Funerali Lea Garofalo, in migliaia a Milano per la vittima della mafia (foto)

di Pierpaolo Lio
Pubblicato il 19 Ottobre 2013 - 21:20 OLTRE 6 MESI FA

MILANO – Il feretro esce da una piazza stracolma. Avanza sulle spalle del sindaco di Milano Giuliano Pisapia, del presidente di Libera, don Luigi Ciotti, di Nando Dalla Chiesa, del direttore de La Stampa, Mario Calabresi, e di due parenti di vittime di mafia. Nell’aria gli applausi, mentre suona l’Ave Maria di De André.

Così, Milano – “città antimafia”, come la definisce il suo primo cittadino – dà l’ultimo saluto a Lea Garofalo, la testimone di giustizia uccisa nel novembre 2009 dalla ‘ndrangheta: il suo corpo, che venne bruciato e fatto sparire, è stato ritrovato solo a distanza di anni E’ un funerale commosso, quello che ricorda – a quattro anni dall’uccisione e tre anni dopo la cerimonia senza bara a Petilia Policastro, sua città natale – la donna calabrese che don Ciotti chiama “martire di libertà”.

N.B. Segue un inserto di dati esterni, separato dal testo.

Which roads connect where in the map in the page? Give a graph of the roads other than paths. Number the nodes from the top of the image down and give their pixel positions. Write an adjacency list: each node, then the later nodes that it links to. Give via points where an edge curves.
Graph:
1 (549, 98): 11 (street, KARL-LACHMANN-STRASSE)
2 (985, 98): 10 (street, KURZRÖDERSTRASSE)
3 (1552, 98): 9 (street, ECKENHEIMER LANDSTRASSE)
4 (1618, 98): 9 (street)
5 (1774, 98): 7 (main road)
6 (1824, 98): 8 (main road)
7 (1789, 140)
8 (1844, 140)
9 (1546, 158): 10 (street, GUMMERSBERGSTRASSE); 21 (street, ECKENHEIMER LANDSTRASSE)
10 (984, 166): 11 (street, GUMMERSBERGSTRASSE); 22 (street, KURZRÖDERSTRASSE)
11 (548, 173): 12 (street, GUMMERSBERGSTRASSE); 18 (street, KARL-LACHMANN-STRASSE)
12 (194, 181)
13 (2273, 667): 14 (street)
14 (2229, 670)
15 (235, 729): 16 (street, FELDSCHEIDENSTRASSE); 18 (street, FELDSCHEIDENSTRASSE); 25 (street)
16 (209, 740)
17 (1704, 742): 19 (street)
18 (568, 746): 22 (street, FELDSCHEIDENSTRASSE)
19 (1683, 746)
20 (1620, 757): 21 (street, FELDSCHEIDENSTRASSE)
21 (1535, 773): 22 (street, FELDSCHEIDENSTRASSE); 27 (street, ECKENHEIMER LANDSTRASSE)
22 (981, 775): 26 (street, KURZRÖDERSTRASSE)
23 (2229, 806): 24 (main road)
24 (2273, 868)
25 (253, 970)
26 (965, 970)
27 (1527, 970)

“Coraggiosa” ma “sola”, come viene più volte dipinta. Tanta gente, bandiere, gonfaloni a lutto, fiori, i segnalibri voluti dalla figlia Denise e le canzoni che amava: da “You are my sister” di Anthony and the Johnsons a “I tuoi occhi sono pieni di sale” di Rino Gaetano, da “Ovunque proteggi” di Vinicio Capossela fino ad “Angeli” di Vasco Rossi. E poi le letture. Come la lettera mai inviata al Capo dello Stato, Giorgio Napolitano, in cui descrive la sua disperazione e chiede aiuto. O come quella pagina di diario del 18 agosto 1992.

“Non ho mai avuto affetto e amore da nessuno – scrive – sono nata nella sfortuna e ci morirò. Oggi però ho la speranza per andare avanti e si chiama Denise. Avrà tutto quello che io non mai avuto nella vita”. E sua figlia, anche lei sotto protezione, interviene. La sua voce – da un luogo nascosto – risuona nella piazza di quella città in cui ha voluto si svolgessero i funerali di sua madre. Ringrazia “di cuore” la folla. La voce è rotta più volte dal pianto e dalla commozione. Quindi si rivolge direttamente alla madre.

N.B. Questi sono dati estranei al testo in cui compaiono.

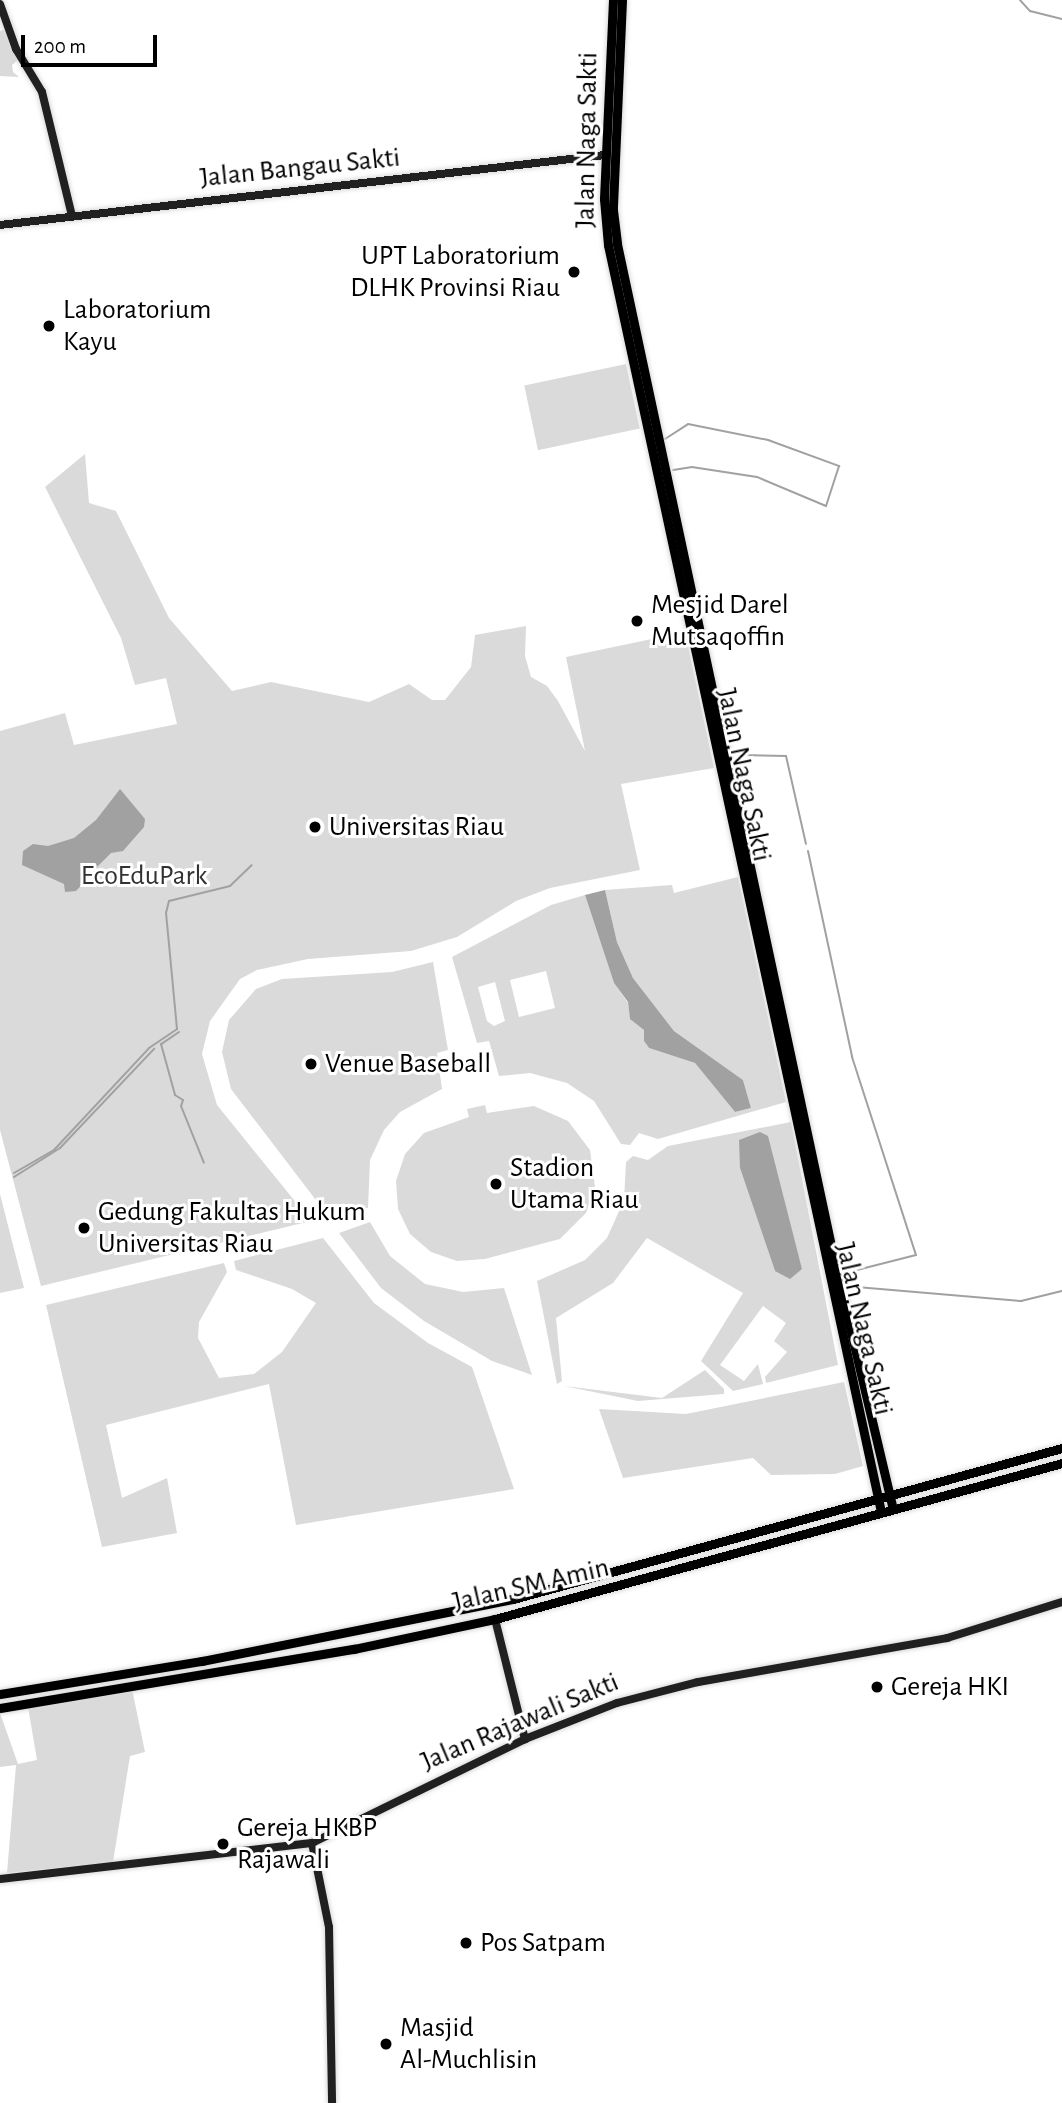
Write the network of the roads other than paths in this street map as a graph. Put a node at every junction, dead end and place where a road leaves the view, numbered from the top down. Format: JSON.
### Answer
{"nodes":[{"id":1,"x":613,"y":0,"type":"edge"},
{"id":2,"x":622,"y":0,"type":"edge"},
{"id":3,"x":0,"y":4,"type":"edge"},
{"id":4,"x":614,"y":73,"type":"junction"},
{"id":5,"x":605,"y":155,"type":"junction"},
{"id":6,"x":72,"y":216,"type":"junction"},
{"id":7,"x":0,"y":225,"type":"edge"},
{"id":8,"x":1062,"y":1448,"type":"edge"},
{"id":9,"x":1062,"y":1463,"type":"edge"},
{"id":10,"x":945,"y":1481,"type":"junction"},
{"id":11,"x":950,"y":1493,"type":"junction"},
{"id":12,"x":891,"y":1497,"type":"junction"},
{"id":13,"x":879,"y":1500,"type":"junction"},
{"id":14,"x":893,"y":1509,"type":"junction"},
{"id":15,"x":881,"y":1512,"type":"junction"},
{"id":16,"x":604,"y":1575,"type":"junction"},
{"id":17,"x":609,"y":1591,"type":"junction"},
{"id":18,"x":1062,"y":1602,"type":"edge"},
{"id":19,"x":495,"y":1619,"type":"junction"},
{"id":20,"x":53,"y":1686,"type":"junction"},
{"id":21,"x":0,"y":1694,"type":"edge"},
{"id":22,"x":56,"y":1698,"type":"junction"},
{"id":23,"x":0,"y":1708,"type":"edge"},
{"id":24,"x":525,"y":1739,"type":"junction"},
{"id":25,"x":312,"y":1843,"type":"junction"},
{"id":26,"x":0,"y":1879,"type":"edge"},
{"id":27,"x":332,"y":2103,"type":"edge"}],
"edges":[{"from":1,"to":4,"type":"main road","name":"Jalan Naga Sakti"},
{"from":2,"to":4,"type":"main road","name":"Jalan Naga Sakti"},
{"from":3,"to":6,"type":"main road"},
{"from":4,"to":5,"type":"main road","name":"Jalan Naga Sakti"},
{"from":4,"to":12,"type":"main road","name":"Jalan Naga Sakti"},
{"from":5,"to":6,"type":"main road","name":"Jalan Bangau Sakti"},
{"from":5,"to":13,"type":"main road","name":"Jalan Naga Sakti"},
{"from":6,"to":7,"type":"main road","name":"Jalan Bangau Sakti"},
{"from":8,"to":10,"type":"main road","name":"Jalan SM Amin"},
{"from":9,"to":11,"type":"main road","name":"Jalan SM Amin"},
{"from":10,"to":11,"type":"main road"},
{"from":10,"to":12,"type":"main road","name":"Jalan SM Amin"},
{"from":11,"to":14,"type":"main road","name":"Jalan SM Amin"},
{"from":12,"to":13,"type":"main road","name":"Jalan SM Amin"},
{"from":12,"to":14,"type":"main road","name":"Jalan Naga Sakti"},
{"from":13,"to":15,"type":"main road","name":"Jalan Naga Sakti"},
{"from":13,"to":16,"type":"main road","name":"Jalan SM Amin"},
{"from":14,"to":15,"type":"main road","name":"Jalan SM Amin"},
{"from":15,"to":17,"type":"main road","name":"Jalan SM Amin"},
{"from":16,"to":17,"type":"main road"},
{"from":16,"to":20,"type":"main road","name":"Jalan SM Amin"},
{"from":17,"to":19,"type":"main road","name":"Jalan SM Amin"},
{"from":18,"to":24,"type":"main road","name":"Jalan Rajawali Sakti"},
{"from":19,"to":22,"type":"main road","name":"Jalan SM Amin"},
{"from":19,"to":24,"type":"main road"},
{"from":20,"to":21,"type":"main road","name":"Jalan SM Amin"},
{"from":20,"to":22,"type":"main road"},
{"from":22,"to":23,"type":"main road","name":"Jalan SM Amin"},
{"from":24,"to":25,"type":"main road","name":"Jalan Rajawali Sakti"},
{"from":25,"to":26,"type":"main road","name":"Jalan Rajawali Sakti"},
{"from":25,"to":27,"type":"main road"}]}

“Per me oggi è un giorno molto difficile ma la forza me l’hai data tu, mamma. Se è successo tutto questo è solo per il mio bene e non smetterò mai di ringraziarti”. Sul palco, Pisapia e don Ciotti. “Lea è un esempio per tutti, soprattutto per i giovani”, afferma il sindaco, e “Milano è in prima linea contro tutte le mafie. Denise ci ha invitato al funerale di sua mamma, Milano ancora una volta ha risposta con il cuore e con la ragione”.

Prima di prendere in spalla il feretro, è un don Ciotti commosso quello che (quasi) grida che in Italia “non basta parlare di verità, dobbiamo cercarla”. Per questo rivolge un appello ai tanti giovani “inghiottiti dalle mafie”. E’ a loro che chiede di seguire l’esempio di Lea e Denise: “Contribuite a cercare la verità. Noi non vi lasceremo soli”. Ma è una battaglia che bisogna iniziare da noi stessi. Perché se Lea ha avuto il coraggio di “rompere il codice del silenzio mafioso”, altrettanto devono fare tutti, “perché a volte quel codice lo abbiamo anche noi, è la nostra mafiosità”.

E’ per questo che “siamo tutti in debito con te”, dice con lo sguardo rivolto verso il cielo. Le ultime frasi le scandisce pur con le lacrime agli occhi e la voce che trema. Per la confessione di una sconfitta collettiva: “Abbiamo tanto dolore dentro, perché non ce l’abbiamo fatta a salvarla”. Ma è da qui che si deve ripartire. Da una promessa da fare – tutti insieme – a Denise. “Te l’abbiamo promesso – conclude don Ciotti -, non ti lasceremo mai sola”.